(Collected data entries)
=== Begin Enclosure ===

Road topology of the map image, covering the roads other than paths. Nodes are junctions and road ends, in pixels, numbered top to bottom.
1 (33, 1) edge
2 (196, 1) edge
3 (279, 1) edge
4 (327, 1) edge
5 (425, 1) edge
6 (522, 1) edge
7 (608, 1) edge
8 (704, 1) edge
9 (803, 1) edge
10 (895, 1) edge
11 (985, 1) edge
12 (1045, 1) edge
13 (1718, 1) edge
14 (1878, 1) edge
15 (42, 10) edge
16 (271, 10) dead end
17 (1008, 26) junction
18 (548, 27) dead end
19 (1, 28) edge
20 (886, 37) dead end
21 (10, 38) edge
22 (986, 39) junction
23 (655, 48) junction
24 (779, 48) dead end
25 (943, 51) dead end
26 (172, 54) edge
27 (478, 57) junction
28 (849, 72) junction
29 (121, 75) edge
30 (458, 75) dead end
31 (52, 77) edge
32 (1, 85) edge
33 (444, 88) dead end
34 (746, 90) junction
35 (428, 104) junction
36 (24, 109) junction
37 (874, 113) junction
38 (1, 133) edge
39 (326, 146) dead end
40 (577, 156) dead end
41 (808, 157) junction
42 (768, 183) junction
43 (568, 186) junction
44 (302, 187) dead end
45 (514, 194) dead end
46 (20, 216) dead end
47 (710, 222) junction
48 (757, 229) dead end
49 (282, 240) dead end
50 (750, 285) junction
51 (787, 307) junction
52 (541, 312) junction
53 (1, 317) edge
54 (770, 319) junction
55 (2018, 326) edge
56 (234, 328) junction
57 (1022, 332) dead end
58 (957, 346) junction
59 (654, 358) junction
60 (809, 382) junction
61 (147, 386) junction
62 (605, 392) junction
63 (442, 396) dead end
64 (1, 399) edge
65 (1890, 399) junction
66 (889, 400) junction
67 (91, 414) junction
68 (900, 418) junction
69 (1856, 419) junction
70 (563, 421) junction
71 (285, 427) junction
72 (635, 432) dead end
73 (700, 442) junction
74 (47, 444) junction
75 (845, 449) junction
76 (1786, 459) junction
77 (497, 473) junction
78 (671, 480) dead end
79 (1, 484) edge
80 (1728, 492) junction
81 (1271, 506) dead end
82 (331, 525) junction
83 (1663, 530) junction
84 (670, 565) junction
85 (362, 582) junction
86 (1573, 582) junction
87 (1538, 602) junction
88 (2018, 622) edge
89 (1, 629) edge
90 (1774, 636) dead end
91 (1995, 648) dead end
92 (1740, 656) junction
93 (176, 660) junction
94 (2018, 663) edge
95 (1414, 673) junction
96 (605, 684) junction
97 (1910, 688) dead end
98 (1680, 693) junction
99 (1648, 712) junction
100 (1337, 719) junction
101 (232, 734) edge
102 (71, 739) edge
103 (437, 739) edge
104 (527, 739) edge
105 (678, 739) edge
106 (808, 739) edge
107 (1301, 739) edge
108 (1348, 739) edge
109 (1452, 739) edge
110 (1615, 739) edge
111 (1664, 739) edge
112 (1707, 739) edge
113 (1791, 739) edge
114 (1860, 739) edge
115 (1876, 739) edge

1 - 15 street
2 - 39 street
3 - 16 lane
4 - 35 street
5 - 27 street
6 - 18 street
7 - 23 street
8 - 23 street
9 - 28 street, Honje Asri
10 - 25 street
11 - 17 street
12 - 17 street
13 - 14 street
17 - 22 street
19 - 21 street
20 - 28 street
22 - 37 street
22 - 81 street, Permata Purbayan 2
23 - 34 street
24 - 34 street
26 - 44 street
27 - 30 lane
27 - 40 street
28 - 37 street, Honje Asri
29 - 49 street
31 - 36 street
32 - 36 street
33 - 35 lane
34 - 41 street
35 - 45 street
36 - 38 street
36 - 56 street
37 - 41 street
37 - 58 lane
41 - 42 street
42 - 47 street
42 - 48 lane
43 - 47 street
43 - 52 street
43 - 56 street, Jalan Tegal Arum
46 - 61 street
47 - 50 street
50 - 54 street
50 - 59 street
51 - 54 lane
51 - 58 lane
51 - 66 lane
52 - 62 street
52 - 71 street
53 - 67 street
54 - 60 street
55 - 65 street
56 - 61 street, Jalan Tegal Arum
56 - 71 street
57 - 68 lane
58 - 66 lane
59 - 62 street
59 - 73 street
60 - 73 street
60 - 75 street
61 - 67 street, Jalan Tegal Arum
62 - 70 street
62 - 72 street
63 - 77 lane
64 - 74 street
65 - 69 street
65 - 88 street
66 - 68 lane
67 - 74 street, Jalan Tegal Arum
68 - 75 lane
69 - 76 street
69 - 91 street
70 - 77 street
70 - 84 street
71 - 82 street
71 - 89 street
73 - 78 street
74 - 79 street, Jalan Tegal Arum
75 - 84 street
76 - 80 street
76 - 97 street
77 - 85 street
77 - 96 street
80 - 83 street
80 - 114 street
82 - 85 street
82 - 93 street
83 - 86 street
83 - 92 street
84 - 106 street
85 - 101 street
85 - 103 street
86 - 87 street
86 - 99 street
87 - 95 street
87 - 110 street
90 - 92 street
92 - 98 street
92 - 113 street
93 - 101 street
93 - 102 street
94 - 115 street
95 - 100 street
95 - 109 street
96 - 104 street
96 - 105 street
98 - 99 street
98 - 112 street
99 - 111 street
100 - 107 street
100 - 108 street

=== End Enclosure ===

→ What to produce
Every line above that holds the string "Asri" should be copied into the answer.

→ Exercise solution
9 - 28 street, Honje Asri
28 - 37 street, Honje Asri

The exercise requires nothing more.